Our hostel happened to be in Pa tong beach beach, which turned out to be a modern Corinth. This was the place people would go for all manner of bad. And the beach was packed to the full, but apparently most visitors like that. I thought for a moment I smelled bacon but alas, it was just the bodies of Europeans being fried. It was packed from one side to the other. I for one prefer the abandoned, secluded beach even if it means cutting back on optimal swimming areas. I really just want to splash around or talk. And so with a little help from our friend Ae, we got directions to a less crowded beach. Kata Noi. Beach Time, Check.

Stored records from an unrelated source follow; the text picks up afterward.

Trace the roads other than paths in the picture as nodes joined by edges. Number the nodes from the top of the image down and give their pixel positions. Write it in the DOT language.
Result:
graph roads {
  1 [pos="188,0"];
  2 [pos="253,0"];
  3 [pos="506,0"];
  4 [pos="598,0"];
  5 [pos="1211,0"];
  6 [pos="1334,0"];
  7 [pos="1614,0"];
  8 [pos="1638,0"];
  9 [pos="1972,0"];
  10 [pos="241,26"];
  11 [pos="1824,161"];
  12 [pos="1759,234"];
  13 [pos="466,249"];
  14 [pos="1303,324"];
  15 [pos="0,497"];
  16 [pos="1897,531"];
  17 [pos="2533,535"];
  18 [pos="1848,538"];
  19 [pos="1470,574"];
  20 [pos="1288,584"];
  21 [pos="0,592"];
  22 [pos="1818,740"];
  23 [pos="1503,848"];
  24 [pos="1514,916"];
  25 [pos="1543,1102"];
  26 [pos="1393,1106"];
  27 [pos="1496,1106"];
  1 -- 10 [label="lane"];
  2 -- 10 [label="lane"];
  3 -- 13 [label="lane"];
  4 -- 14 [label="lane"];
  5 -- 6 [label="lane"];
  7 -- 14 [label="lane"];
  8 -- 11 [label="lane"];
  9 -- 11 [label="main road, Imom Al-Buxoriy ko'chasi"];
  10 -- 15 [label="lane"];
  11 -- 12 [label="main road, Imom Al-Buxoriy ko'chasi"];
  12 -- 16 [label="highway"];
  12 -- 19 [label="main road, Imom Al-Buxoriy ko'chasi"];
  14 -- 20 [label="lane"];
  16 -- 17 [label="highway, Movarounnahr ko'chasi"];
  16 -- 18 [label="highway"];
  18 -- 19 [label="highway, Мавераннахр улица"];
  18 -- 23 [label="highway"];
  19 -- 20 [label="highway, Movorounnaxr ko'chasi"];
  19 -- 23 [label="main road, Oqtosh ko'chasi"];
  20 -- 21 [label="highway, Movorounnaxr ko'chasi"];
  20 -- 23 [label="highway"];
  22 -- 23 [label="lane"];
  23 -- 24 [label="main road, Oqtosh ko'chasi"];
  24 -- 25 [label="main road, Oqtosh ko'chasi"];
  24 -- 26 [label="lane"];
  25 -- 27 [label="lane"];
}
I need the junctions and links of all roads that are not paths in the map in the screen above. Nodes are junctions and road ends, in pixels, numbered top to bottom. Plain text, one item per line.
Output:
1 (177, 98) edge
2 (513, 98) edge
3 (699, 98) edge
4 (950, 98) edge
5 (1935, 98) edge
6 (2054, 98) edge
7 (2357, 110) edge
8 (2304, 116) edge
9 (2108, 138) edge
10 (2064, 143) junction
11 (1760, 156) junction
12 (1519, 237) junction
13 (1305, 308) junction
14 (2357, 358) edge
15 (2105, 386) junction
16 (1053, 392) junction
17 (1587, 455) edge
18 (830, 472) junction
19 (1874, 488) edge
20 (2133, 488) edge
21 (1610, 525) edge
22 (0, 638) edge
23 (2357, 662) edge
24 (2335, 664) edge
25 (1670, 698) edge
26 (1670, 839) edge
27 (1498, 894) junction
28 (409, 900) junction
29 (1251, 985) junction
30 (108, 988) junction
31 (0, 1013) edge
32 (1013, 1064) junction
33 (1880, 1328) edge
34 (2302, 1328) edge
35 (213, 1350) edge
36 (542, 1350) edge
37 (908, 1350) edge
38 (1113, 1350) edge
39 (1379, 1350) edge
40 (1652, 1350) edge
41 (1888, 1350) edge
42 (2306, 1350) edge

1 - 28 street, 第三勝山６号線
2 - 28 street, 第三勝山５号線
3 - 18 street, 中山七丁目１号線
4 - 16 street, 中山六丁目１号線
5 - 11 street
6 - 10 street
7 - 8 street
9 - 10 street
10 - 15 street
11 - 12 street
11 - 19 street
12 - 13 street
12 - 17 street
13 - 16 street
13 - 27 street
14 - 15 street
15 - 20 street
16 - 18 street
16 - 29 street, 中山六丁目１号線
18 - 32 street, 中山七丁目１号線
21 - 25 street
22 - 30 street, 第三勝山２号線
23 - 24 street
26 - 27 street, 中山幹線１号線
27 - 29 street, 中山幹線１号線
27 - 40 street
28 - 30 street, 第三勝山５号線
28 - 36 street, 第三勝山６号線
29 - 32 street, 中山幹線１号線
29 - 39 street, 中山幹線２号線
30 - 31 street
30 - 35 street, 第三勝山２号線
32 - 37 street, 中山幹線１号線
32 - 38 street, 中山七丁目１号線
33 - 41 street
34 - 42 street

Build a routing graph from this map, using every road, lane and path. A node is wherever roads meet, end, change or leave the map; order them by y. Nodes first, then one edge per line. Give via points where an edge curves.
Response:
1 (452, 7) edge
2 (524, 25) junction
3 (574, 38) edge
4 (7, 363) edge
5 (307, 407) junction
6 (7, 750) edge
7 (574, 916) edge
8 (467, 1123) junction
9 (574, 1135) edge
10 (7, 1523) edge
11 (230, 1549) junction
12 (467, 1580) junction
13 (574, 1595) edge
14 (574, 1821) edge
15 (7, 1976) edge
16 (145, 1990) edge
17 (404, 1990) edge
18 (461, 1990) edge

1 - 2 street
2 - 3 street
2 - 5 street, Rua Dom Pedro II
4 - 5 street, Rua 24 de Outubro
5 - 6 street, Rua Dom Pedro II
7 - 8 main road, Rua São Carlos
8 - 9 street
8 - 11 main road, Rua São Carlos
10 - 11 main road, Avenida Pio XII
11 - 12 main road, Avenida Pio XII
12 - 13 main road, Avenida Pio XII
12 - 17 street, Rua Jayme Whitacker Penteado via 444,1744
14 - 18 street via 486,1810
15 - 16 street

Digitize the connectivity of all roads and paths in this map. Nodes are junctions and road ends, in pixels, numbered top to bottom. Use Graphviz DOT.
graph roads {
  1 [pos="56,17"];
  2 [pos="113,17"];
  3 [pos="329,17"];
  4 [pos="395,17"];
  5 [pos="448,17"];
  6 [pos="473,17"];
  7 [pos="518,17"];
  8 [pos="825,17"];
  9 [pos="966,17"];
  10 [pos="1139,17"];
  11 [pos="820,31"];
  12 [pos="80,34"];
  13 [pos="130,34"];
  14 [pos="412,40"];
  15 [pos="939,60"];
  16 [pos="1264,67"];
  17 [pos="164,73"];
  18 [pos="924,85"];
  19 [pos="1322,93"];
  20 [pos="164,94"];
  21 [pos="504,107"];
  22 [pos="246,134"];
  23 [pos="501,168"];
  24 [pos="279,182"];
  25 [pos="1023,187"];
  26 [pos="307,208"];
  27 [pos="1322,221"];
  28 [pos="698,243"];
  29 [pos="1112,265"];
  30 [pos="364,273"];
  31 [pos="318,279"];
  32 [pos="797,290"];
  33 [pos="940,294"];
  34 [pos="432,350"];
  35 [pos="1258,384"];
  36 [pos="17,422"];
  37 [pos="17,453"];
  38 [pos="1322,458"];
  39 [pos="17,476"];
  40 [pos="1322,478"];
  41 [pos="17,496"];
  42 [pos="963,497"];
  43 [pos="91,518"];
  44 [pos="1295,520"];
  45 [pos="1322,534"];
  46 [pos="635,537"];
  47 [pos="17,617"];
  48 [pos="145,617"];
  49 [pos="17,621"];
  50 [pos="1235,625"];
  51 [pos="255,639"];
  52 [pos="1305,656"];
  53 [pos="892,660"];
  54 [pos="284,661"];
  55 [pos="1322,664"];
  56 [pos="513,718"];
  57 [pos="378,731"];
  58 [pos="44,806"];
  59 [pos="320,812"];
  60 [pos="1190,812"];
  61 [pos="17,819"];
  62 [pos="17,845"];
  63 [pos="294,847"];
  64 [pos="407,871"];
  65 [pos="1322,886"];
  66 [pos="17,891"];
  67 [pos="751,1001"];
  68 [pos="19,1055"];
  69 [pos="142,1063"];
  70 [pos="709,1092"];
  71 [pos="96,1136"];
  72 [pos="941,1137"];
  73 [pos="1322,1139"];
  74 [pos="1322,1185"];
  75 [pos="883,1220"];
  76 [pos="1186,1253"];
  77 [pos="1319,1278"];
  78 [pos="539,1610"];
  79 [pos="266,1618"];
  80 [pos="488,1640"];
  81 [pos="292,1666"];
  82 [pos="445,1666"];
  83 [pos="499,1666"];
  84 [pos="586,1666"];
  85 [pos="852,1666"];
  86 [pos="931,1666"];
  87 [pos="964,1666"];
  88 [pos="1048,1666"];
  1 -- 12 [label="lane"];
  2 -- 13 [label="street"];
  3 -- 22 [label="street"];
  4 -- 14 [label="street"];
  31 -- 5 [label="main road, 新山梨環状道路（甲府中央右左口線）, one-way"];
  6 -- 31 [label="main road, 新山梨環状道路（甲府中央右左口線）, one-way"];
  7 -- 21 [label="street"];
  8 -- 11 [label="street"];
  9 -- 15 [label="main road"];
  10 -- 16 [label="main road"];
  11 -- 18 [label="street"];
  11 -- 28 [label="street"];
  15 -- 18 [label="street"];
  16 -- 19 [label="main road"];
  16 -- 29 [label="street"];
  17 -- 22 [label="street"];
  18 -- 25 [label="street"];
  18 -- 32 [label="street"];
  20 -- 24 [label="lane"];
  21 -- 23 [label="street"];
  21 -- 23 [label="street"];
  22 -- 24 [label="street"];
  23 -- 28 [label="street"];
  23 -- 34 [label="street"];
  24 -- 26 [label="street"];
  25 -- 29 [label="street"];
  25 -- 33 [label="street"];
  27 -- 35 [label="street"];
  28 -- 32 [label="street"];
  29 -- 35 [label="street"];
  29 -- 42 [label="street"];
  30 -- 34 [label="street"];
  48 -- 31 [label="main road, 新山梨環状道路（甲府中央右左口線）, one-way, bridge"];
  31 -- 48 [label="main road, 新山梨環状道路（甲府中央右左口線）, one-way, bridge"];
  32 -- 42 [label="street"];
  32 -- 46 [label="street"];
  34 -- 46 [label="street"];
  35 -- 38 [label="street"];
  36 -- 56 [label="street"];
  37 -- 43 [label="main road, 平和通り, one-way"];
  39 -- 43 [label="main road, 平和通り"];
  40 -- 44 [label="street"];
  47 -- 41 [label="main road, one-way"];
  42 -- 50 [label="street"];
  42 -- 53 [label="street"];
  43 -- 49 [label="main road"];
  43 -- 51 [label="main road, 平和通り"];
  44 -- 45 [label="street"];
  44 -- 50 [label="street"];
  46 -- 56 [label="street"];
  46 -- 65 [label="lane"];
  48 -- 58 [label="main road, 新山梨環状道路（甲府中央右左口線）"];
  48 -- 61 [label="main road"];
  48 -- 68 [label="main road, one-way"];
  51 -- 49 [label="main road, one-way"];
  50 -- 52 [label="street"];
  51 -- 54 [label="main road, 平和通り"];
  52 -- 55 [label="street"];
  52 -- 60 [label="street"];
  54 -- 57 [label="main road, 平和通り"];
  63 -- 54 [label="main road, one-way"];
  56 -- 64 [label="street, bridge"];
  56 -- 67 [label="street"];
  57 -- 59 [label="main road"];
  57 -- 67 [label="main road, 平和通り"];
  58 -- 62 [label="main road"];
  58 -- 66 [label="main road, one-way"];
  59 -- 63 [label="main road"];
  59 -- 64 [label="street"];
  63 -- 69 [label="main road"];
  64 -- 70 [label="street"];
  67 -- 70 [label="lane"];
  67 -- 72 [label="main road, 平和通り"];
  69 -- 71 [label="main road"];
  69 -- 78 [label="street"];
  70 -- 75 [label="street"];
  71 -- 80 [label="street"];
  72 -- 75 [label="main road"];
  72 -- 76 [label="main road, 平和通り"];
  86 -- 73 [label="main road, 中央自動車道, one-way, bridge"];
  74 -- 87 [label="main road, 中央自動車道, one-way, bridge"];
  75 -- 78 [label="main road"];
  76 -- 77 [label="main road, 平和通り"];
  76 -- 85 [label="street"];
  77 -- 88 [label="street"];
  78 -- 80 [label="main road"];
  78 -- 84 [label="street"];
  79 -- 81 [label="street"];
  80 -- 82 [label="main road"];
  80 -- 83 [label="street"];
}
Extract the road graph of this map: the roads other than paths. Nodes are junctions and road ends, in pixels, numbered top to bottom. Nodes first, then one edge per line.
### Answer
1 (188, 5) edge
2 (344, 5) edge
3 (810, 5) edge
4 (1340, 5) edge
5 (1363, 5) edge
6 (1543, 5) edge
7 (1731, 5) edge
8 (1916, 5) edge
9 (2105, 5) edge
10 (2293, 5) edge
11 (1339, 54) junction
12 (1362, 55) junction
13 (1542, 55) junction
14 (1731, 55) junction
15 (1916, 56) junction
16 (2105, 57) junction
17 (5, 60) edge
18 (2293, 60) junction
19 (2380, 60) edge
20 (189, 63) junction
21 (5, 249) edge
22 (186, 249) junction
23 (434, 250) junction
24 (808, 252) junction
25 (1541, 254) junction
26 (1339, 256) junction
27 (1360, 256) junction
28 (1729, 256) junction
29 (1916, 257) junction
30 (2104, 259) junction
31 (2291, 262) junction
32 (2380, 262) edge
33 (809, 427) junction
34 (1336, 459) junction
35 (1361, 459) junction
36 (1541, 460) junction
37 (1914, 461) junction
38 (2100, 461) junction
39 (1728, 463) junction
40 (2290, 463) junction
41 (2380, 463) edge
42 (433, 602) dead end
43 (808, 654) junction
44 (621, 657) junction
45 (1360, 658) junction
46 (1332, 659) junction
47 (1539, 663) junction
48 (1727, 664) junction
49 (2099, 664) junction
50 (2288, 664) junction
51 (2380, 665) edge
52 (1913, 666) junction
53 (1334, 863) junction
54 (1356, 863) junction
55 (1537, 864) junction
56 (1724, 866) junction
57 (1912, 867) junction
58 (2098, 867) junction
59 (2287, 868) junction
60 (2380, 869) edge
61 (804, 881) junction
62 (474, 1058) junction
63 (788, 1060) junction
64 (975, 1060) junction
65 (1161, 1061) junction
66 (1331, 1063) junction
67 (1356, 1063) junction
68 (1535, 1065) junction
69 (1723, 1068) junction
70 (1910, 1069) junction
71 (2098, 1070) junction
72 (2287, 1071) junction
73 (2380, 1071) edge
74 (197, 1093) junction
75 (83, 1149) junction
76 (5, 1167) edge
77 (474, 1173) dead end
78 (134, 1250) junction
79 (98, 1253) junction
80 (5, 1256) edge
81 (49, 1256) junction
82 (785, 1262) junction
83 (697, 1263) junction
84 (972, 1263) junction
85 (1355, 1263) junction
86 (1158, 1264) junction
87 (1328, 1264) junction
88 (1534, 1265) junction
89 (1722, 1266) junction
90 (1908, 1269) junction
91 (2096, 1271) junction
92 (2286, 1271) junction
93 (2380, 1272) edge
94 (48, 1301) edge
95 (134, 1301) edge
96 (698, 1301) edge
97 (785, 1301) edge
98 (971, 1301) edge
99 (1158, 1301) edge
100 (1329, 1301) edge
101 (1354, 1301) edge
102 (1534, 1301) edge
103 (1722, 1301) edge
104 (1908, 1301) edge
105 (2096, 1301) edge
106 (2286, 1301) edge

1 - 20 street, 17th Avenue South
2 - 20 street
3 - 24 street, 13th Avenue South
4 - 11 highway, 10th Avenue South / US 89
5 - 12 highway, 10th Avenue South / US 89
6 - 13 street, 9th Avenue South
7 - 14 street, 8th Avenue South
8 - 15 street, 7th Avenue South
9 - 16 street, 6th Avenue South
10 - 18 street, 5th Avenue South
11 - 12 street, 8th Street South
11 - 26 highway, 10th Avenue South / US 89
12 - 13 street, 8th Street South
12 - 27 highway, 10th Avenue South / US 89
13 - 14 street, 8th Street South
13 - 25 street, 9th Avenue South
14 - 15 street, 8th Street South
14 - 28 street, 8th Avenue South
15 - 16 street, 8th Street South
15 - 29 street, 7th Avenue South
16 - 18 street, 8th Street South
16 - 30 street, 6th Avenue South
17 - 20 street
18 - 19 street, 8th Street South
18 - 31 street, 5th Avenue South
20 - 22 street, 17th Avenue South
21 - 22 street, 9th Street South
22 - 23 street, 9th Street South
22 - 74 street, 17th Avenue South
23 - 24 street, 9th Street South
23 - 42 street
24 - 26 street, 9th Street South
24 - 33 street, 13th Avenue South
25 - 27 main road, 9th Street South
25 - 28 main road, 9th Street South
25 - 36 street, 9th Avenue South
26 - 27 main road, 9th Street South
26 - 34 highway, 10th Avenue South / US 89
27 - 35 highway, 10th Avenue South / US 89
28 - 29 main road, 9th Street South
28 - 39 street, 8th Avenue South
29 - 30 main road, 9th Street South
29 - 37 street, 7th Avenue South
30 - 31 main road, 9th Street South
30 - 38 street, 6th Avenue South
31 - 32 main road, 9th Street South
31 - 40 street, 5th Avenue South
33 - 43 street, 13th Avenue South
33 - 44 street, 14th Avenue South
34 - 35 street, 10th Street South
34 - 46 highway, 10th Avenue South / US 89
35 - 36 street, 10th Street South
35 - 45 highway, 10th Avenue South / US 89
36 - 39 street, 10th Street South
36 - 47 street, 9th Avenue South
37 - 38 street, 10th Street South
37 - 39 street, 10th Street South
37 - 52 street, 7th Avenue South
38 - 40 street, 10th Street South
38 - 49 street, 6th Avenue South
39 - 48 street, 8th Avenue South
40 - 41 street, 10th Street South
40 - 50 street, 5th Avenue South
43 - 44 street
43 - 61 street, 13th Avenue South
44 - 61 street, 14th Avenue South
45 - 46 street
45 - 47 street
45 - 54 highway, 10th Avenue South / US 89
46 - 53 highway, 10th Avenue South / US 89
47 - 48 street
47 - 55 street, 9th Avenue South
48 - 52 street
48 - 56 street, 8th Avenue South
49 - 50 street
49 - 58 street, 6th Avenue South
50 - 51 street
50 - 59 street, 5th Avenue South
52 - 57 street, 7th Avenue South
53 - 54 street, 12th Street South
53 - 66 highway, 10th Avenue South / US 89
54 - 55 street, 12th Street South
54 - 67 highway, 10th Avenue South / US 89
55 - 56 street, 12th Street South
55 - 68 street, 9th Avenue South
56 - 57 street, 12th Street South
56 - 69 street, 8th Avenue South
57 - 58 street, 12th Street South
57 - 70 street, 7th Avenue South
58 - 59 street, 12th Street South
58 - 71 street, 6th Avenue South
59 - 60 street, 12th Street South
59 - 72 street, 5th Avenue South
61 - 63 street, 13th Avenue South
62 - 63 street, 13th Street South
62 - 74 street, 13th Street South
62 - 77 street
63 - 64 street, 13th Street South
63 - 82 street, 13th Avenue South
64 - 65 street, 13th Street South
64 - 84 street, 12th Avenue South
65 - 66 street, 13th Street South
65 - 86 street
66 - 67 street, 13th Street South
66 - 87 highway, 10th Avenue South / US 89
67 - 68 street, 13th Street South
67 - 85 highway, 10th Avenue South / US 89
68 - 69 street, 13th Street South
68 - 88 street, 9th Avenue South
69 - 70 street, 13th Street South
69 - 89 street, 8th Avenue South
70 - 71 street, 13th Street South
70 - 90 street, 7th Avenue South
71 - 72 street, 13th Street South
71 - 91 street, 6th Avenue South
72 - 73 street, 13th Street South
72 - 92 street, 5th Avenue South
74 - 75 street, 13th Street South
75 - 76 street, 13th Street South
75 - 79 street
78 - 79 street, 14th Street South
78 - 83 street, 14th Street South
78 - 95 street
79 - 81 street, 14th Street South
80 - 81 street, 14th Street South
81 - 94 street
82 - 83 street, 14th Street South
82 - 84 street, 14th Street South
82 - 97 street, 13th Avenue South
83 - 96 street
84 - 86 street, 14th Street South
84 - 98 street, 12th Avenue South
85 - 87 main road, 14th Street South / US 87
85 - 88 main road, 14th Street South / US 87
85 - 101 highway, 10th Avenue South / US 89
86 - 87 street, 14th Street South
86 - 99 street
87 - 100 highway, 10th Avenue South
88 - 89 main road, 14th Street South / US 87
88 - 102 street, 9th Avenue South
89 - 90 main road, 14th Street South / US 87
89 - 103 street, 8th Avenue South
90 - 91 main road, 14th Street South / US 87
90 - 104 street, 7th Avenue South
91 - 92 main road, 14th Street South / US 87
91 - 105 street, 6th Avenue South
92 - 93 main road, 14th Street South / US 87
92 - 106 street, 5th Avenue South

For lunch we usually dined at the same little shop just outside of our hostel. I made a point of eating seafood, and found it satisfying on all accounts. My seafood highlight had to have been our last dinner there. A large number of the restaurants in Pa tong were meager outdoor things with plastic chairs and tables underneath a large tarp, with the kitchen hastily set up right next to it, all of which is right by the road. The best and worst part is bargaining for your supper. The variety of seafood is sitting out on ice for the passers-by to see and become ensnared by the host who will draw you in with assurances of freshness, and a special price for you. The sad part is bargaining system is such that a fair deal never involves two happy parties. At least not on the surface. After one night of getting slightly ripped off, and finding our special price mentioned was not the final bill, we resorted to a little bit of dirty tactics.
I started into negotiations with one man because he was the first one I saw with sting ray, something I had wanted to try ever since one of its larger cousins took out the crocodile hunter, Steve Irvin. Anything related to the thing that took don't that crazy guy must taste like courage and raw adrenaline. Anyways, I asked for a special price, and while he was conferring with his superior as to how special the price could get, I was offered a better deal by his rival restaurant host. I leveraged the deal and had him throw in some prawns for a discount, along with a special BBQ sauce he would make for me and I was sold and seated before the other guy knew what had happened. And I dined on sting ray which was delightful. Not fishy, but definitely muscular, not as soft as fish but in a good way.
The last thing worth currently mentioning about Phuket was the James Bond Island tour. It was an all day tour of the small islands to the northeast of Phuket. It is so named because the movie The Man with the Golden Gun was filmed on one of the islands. We saw some monkeys, sea-kayaked into a cave, and saw the famous island, all in a day trip. And that was that. Not too much to tell, and the pictures certainly do more justice but, I did fail to take any good beach pictures to show you Pa Tong or Kata Noi. You'll just have to see it for yourself.